- Your objective:
Where a line of the material contains the string "junction", copy that line.

━━━ Extracted information ━━━

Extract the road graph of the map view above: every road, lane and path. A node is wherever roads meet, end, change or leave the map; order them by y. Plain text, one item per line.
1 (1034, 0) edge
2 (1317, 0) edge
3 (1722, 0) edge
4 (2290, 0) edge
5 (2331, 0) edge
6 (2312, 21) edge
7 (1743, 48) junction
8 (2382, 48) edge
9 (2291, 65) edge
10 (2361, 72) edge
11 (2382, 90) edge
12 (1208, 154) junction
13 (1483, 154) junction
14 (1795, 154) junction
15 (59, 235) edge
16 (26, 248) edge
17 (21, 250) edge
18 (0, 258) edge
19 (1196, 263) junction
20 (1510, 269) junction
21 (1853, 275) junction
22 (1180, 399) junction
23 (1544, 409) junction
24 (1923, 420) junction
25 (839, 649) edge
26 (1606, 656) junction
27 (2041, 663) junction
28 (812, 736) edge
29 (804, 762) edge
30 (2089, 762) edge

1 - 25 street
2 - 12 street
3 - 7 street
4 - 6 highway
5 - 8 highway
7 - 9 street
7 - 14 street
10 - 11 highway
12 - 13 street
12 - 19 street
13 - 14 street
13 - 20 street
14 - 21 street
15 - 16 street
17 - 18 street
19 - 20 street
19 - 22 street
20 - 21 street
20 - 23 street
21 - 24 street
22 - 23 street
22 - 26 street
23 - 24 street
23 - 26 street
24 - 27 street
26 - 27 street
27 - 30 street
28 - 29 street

━━━

- Response below:
7 (1743, 48) junction
12 (1208, 154) junction
13 (1483, 154) junction
14 (1795, 154) junction
19 (1196, 263) junction
20 (1510, 269) junction
21 (1853, 275) junction
22 (1180, 399) junction
23 (1544, 409) junction
24 (1923, 420) junction
26 (1606, 656) junction
27 (2041, 663) junction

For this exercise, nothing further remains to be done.